- **GIVEN INFORMATION**
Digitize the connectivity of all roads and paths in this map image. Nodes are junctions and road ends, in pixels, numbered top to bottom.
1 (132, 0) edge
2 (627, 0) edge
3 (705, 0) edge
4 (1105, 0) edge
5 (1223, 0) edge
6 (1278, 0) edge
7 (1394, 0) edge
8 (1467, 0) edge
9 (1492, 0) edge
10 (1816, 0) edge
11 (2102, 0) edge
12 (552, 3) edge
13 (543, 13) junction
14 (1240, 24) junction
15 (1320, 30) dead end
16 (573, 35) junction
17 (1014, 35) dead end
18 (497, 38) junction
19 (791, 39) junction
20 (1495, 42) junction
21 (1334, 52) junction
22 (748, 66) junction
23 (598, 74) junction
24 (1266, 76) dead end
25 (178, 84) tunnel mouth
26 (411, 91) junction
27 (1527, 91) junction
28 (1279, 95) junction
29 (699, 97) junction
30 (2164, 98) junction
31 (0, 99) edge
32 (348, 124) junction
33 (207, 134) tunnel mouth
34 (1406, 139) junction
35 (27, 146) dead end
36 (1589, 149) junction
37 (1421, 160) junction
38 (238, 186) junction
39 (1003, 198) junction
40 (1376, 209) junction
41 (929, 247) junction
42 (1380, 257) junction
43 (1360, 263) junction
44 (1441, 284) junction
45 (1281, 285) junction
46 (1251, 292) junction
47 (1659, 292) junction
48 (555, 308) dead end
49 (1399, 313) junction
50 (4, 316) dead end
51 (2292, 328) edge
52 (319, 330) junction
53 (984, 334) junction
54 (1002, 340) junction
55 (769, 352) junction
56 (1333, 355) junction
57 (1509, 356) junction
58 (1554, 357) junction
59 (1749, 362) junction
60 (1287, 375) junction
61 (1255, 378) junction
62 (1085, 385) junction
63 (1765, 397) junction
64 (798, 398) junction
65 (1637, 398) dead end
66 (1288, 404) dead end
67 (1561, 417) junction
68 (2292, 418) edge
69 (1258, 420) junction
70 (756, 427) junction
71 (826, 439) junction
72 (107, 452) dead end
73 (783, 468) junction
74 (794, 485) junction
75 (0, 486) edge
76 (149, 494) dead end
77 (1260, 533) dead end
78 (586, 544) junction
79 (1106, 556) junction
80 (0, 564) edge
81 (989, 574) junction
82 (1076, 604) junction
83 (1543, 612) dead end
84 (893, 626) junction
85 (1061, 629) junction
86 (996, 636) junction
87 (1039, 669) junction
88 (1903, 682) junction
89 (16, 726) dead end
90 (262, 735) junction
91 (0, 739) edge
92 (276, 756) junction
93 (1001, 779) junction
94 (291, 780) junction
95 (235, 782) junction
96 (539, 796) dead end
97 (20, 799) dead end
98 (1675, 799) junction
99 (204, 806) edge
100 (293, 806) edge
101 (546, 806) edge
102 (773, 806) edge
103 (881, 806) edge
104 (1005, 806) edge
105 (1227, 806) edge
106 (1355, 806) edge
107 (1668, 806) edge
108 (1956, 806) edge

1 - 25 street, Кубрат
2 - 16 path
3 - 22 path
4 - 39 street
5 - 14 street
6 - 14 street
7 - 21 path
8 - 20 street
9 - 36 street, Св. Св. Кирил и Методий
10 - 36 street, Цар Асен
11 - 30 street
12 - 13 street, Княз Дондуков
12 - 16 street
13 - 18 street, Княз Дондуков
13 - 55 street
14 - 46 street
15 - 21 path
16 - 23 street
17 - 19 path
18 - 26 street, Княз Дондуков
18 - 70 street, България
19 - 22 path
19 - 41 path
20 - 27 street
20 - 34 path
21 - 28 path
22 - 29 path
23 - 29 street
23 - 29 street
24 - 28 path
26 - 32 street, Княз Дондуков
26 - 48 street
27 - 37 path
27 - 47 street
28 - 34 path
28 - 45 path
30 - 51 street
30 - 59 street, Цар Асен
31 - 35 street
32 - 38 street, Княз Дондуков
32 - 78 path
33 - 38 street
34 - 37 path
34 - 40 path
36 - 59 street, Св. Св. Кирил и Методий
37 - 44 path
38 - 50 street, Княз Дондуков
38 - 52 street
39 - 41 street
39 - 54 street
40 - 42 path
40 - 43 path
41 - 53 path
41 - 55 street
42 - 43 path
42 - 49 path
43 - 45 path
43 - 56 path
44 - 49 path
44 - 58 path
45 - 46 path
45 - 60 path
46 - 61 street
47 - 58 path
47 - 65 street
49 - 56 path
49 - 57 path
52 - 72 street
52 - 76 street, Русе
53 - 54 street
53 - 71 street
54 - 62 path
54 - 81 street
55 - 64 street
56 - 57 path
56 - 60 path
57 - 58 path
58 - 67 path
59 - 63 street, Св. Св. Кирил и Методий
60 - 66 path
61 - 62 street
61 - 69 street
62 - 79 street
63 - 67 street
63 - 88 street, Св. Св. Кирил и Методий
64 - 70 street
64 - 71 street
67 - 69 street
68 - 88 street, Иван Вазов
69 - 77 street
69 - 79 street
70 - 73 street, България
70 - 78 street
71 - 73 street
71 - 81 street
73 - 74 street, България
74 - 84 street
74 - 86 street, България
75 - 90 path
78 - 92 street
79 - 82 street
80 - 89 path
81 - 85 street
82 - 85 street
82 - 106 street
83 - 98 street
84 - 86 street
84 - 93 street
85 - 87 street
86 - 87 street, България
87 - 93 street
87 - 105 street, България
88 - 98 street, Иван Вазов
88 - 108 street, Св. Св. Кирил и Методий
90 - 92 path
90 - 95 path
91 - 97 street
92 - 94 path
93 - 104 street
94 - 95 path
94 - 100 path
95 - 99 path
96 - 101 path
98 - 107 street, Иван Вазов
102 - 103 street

- **TASK INSTRUCTIONS**
Transcribe the records above in full, exactly as they stand.

- **OUTPUT OF THE EXERCISE**
Digitize the connectivity of all roads and paths in this map image. Nodes are junctions and road ends, in pixels, numbered top to bottom.
1 (132, 0) edge
2 (627, 0) edge
3 (705, 0) edge
4 (1105, 0) edge
5 (1223, 0) edge
6 (1278, 0) edge
7 (1394, 0) edge
8 (1467, 0) edge
9 (1492, 0) edge
10 (1816, 0) edge
11 (2102, 0) edge
12 (552, 3) edge
13 (543, 13) junction
14 (1240, 24) junction
15 (1320, 30) dead end
16 (573, 35) junction
17 (1014, 35) dead end
18 (497, 38) junction
19 (791, 39) junction
20 (1495, 42) junction
21 (1334, 52) junction
22 (748, 66) junction
23 (598, 74) junction
24 (1266, 76) dead end
25 (178, 84) tunnel mouth
26 (411, 91) junction
27 (1527, 91) junction
28 (1279, 95) junction
29 (699, 97) junction
30 (2164, 98) junction
31 (0, 99) edge
32 (348, 124) junction
33 (207, 134) tunnel mouth
34 (1406, 139) junction
35 (27, 146) dead end
36 (1589, 149) junction
37 (1421, 160) junction
38 (238, 186) junction
39 (1003, 198) junction
40 (1376, 209) junction
41 (929, 247) junction
42 (1380, 257) junction
43 (1360, 263) junction
44 (1441, 284) junction
45 (1281, 285) junction
46 (1251, 292) junction
47 (1659, 292) junction
48 (555, 308) dead end
49 (1399, 313) junction
50 (4, 316) dead end
51 (2292, 328) edge
52 (319, 330) junction
53 (984, 334) junction
54 (1002, 340) junction
55 (769, 352) junction
56 (1333, 355) junction
57 (1509, 356) junction
58 (1554, 357) junction
59 (1749, 362) junction
60 (1287, 375) junction
61 (1255, 378) junction
62 (1085, 385) junction
63 (1765, 397) junction
64 (798, 398) junction
65 (1637, 398) dead end
66 (1288, 404) dead end
67 (1561, 417) junction
68 (2292, 418) edge
69 (1258, 420) junction
70 (756, 427) junction
71 (826, 439) junction
72 (107, 452) dead end
73 (783, 468) junction
74 (794, 485) junction
75 (0, 486) edge
76 (149, 494) dead end
77 (1260, 533) dead end
78 (586, 544) junction
79 (1106, 556) junction
80 (0, 564) edge
81 (989, 574) junction
82 (1076, 604) junction
83 (1543, 612) dead end
84 (893, 626) junction
85 (1061, 629) junction
86 (996, 636) junction
87 (1039, 669) junction
88 (1903, 682) junction
89 (16, 726) dead end
90 (262, 735) junction
91 (0, 739) edge
92 (276, 756) junction
93 (1001, 779) junction
94 (291, 780) junction
95 (235, 782) junction
96 (539, 796) dead end
97 (20, 799) dead end
98 (1675, 799) junction
99 (204, 806) edge
100 (293, 806) edge
101 (546, 806) edge
102 (773, 806) edge
103 (881, 806) edge
104 (1005, 806) edge
105 (1227, 806) edge
106 (1355, 806) edge
107 (1668, 806) edge
108 (1956, 806) edge

1 - 25 street, Кубрат
2 - 16 path
3 - 22 path
4 - 39 street
5 - 14 street
6 - 14 street
7 - 21 path
8 - 20 street
9 - 36 street, Св. Св. Кирил и Методий
10 - 36 street, Цар Асен
11 - 30 street
12 - 13 street, Княз Дондуков
12 - 16 street
13 - 18 street, Княз Дондуков
13 - 55 street
14 - 46 street
15 - 21 path
16 - 23 street
17 - 19 path
18 - 26 street, Княз Дондуков
18 - 70 street, България
19 - 22 path
19 - 41 path
20 - 27 street
20 - 34 path
21 - 28 path
22 - 29 path
23 - 29 street
23 - 29 street
24 - 28 path
26 - 32 street, Княз Дондуков
26 - 48 street
27 - 37 path
27 - 47 street
28 - 34 path
28 - 45 path
30 - 51 street
30 - 59 street, Цар Асен
31 - 35 street
32 - 38 street, Княз Дондуков
32 - 78 path
33 - 38 street
34 - 37 path
34 - 40 path
36 - 59 street, Св. Св. Кирил и Методий
37 - 44 path
38 - 50 street, Княз Дондуков
38 - 52 street
39 - 41 street
39 - 54 street
40 - 42 path
40 - 43 path
41 - 53 path
41 - 55 street
42 - 43 path
42 - 49 path
43 - 45 path
43 - 56 path
44 - 49 path
44 - 58 path
45 - 46 path
45 - 60 path
46 - 61 street
47 - 58 path
47 - 65 street
49 - 56 path
49 - 57 path
52 - 72 street
52 - 76 street, Русе
53 - 54 street
53 - 71 street
54 - 62 path
54 - 81 street
55 - 64 street
56 - 57 path
56 - 60 path
57 - 58 path
58 - 67 path
59 - 63 street, Св. Св. Кирил и Методий
60 - 66 path
61 - 62 street
61 - 69 street
62 - 79 street
63 - 67 street
63 - 88 street, Св. Св. Кирил и Методий
64 - 70 street
64 - 71 street
67 - 69 street
68 - 88 street, Иван Вазов
69 - 77 street
69 - 79 street
70 - 73 street, България
70 - 78 street
71 - 73 street
71 - 81 street
73 - 74 street, България
74 - 84 street
74 - 86 street, България
75 - 90 path
78 - 92 street
79 - 82 street
80 - 89 path
81 - 85 street
82 - 85 street
82 - 106 street
83 - 98 street
84 - 86 street
84 - 93 street
85 - 87 street
86 - 87 street, България
87 - 93 street
87 - 105 street, България
88 - 98 street, Иван Вазов
88 - 108 street, Св. Св. Кирил и Методий
90 - 92 path
90 - 95 path
91 - 97 street
92 - 94 path
93 - 104 street
94 - 95 path
94 - 100 path
95 - 99 path
96 - 101 path
98 - 107 street, Иван Вазов
102 - 103 street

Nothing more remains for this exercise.